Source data
..........
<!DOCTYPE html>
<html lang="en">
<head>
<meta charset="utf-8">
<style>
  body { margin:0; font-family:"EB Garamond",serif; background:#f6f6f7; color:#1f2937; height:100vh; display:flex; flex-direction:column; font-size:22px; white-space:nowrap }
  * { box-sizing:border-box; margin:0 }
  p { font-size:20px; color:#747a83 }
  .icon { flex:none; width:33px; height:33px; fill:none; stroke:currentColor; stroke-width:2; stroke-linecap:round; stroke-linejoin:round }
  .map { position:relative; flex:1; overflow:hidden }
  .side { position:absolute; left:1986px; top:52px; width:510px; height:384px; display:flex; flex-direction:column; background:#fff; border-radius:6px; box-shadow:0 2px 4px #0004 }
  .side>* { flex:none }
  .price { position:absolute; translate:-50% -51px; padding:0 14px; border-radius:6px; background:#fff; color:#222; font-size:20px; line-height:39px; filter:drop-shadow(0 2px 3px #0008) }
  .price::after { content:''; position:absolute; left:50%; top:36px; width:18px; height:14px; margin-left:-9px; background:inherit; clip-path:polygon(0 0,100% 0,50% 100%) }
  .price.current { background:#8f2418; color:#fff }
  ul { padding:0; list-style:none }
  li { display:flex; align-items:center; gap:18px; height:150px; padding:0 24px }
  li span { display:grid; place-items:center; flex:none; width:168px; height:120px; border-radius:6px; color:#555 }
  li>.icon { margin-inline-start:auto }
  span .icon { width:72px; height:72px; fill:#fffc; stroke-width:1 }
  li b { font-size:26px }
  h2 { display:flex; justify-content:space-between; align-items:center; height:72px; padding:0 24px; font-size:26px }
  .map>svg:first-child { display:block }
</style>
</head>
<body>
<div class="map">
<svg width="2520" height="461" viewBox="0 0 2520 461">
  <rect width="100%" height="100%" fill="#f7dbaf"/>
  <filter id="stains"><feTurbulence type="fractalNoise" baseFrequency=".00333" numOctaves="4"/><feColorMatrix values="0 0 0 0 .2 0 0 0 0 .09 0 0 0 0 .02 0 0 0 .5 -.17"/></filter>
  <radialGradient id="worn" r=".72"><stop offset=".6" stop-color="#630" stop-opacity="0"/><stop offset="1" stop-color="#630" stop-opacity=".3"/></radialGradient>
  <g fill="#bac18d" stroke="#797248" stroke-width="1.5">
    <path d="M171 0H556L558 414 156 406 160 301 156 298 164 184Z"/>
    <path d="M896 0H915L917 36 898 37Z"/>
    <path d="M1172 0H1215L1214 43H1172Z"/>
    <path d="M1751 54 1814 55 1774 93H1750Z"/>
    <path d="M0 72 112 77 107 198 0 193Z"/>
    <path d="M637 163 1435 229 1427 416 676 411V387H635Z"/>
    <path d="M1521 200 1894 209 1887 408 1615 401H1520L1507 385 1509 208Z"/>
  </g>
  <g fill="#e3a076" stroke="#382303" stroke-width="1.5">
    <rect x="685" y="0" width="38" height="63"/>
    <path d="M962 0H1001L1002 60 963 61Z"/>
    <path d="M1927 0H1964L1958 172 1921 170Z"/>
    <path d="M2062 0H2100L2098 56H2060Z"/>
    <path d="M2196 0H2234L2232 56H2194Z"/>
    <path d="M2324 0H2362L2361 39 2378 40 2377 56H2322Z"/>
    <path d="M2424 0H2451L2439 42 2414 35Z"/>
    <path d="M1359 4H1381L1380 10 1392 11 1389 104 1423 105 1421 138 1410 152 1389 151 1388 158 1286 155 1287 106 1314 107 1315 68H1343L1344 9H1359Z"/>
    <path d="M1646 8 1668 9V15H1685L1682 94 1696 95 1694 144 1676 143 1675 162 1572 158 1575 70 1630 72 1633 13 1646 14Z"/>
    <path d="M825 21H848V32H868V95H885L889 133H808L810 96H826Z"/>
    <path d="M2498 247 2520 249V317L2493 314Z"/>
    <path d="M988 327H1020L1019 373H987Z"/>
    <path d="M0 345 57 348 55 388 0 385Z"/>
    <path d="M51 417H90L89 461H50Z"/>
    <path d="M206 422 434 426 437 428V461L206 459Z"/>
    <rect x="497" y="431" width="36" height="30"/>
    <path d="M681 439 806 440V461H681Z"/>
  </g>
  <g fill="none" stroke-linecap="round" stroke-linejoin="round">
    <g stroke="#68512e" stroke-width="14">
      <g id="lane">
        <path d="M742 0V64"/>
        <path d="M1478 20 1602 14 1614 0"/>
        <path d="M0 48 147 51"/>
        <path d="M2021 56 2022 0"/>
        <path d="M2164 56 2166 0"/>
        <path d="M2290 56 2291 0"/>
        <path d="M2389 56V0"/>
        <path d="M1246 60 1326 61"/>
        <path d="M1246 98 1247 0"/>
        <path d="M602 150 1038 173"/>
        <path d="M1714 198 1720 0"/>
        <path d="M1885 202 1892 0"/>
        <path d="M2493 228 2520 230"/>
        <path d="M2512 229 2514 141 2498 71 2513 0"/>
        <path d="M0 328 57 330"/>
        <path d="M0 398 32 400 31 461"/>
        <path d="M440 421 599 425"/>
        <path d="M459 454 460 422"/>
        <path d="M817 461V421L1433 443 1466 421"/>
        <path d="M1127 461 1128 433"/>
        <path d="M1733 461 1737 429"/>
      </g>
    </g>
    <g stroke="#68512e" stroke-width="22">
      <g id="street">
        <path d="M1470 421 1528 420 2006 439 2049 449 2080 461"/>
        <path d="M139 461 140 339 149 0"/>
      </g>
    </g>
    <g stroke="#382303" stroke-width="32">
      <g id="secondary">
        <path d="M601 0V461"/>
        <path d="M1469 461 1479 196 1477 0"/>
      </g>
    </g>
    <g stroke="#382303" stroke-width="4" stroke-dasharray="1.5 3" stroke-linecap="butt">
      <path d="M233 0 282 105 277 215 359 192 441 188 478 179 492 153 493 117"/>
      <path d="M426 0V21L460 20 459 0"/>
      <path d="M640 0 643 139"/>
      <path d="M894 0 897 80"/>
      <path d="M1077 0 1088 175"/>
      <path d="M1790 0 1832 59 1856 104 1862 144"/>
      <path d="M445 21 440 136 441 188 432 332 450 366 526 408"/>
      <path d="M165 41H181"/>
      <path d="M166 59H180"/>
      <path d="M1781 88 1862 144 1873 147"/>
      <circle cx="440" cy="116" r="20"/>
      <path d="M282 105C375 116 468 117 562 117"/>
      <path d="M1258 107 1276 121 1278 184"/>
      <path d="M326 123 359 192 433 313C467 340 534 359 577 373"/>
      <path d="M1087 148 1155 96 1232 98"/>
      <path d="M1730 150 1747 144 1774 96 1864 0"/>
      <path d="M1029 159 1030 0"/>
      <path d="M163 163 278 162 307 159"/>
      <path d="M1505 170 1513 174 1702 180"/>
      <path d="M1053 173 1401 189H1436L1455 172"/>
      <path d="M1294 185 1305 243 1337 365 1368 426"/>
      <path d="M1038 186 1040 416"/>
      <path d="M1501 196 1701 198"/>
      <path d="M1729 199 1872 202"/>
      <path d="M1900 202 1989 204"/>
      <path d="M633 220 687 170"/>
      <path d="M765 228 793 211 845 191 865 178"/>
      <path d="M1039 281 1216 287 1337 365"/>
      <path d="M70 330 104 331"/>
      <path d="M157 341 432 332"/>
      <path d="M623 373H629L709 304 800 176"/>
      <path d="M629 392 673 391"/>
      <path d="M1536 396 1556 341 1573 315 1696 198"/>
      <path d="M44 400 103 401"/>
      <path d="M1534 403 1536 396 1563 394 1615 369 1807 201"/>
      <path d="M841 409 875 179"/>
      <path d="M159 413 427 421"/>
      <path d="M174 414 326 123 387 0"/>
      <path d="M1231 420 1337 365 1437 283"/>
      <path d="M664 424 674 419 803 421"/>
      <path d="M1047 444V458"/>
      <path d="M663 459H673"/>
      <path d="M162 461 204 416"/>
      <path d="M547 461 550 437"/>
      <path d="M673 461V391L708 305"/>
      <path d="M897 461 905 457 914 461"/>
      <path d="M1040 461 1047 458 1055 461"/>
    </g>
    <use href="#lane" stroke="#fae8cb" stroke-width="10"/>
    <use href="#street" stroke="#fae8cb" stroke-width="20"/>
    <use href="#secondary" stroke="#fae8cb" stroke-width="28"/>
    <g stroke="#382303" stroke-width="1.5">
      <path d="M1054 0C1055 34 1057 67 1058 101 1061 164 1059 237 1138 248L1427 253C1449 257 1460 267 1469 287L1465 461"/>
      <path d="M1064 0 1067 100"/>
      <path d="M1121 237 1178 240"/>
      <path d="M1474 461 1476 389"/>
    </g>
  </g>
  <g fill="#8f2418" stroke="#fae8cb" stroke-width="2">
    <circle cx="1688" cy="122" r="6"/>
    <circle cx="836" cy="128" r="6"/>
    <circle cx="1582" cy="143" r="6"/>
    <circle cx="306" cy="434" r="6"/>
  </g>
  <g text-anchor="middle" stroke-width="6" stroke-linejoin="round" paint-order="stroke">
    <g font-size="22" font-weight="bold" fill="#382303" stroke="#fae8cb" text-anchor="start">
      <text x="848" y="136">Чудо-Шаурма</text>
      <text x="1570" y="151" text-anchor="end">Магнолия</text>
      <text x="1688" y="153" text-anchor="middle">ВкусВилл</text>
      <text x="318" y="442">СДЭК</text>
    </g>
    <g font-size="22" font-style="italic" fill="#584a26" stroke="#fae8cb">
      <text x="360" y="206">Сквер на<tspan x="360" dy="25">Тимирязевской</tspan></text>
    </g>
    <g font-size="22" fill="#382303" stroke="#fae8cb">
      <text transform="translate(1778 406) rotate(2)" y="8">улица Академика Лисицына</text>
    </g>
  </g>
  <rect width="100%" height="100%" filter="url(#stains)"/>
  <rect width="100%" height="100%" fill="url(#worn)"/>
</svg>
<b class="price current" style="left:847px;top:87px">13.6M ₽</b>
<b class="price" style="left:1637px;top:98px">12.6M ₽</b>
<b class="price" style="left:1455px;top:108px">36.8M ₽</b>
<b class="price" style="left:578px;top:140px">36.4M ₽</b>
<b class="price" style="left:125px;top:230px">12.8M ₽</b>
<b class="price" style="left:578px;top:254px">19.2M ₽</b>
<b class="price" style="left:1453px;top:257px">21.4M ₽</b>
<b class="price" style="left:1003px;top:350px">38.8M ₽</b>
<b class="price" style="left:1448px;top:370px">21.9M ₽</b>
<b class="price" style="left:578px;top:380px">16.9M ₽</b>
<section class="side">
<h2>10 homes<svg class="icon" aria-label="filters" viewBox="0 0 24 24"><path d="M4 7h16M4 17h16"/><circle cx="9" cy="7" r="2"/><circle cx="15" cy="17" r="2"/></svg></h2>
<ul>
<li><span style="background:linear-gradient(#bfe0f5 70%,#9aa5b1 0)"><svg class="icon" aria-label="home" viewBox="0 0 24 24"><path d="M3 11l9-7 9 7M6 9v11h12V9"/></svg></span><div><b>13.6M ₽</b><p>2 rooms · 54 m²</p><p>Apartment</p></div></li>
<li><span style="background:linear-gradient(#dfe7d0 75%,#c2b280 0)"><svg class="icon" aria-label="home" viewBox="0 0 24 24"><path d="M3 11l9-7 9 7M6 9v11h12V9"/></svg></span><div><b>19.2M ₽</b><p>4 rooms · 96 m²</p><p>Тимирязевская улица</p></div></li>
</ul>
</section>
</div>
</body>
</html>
..........
**PROMPT:** Please return every line from the first one in the records above down to the line containing "0 0 0 0 .09", including both, exactly as written and nothing more.

**FINAL ANSWER:**
<!DOCTYPE html>
<html lang="en">
<head>
<meta charset="utf-8">
<style>
  body { margin:0; font-family:"EB Garamond",serif; background:#f6f6f7; color:#1f2937; height:100vh; display:flex; flex-direction:column; font-size:22px; white-space:nowrap }
  * { box-sizing:border-box; margin:0 }
  p { font-size:20px; color:#747a83 }
  .icon { flex:none; width:33px; height:33px; fill:none; stroke:currentColor; stroke-width:2; stroke-linecap:round; stroke-linejoin:round }
  .map { position:relative; flex:1; overflow:hidden }
  .side { position:absolute; left:1986px; top:52px; width:510px; height:384px; display:flex; flex-direction:column; background:#fff; border-radius:6px; box-shadow:0 2px 4px #0004 }
  .side>* { flex:none }
  .price { position:absolute; translate:-50% -51px; padding:0 14px; border-radius:6px; background:#fff; color:#222; font-size:20px; line-height:39px; filter:drop-shadow(0 2px 3px #0008) }
  .price::after { content:''; position:absolute; left:50%; top:36px; width:18px; height:14px; margin-left:-9px; background:inherit; clip-path:polygon(0 0,100% 0,50% 100%) }
  .price.current { background:#8f2418; color:#fff }
  ul { padding:0; list-style:none }
  li { display:flex; align-items:center; gap:18px; height:150px; padding:0 24px }
  li span { display:grid; place-items:center; flex:none; width:168px; height:120px; border-radius:6px; color:#555 }
  li>.icon { margin-inline-start:auto }
  span .icon { width:72px; height:72px; fill:#fffc; stroke-width:1 }
  li b { font-size:26px }
  h2 { display:flex; justify-content:space-between; align-items:center; height:72px; padding:0 24px; font-size:26px }
  .map>svg:first-child { display:block }
</style>
</head>
<body>
<div class="map">
<svg width="2520" height="461" viewBox="0 0 2520 461">
  <rect width="100%" height="100%" fill="#f7dbaf"/>
  <filter id="stains"><feTurbulence type="fractalNoise" baseFrequency=".00333" numOctaves="4"/><feColorMatrix values="0 0 0 0 .2 0 0 0 0 .09 0 0 0 0 .02 0 0 0 .5 -.17"/></filter>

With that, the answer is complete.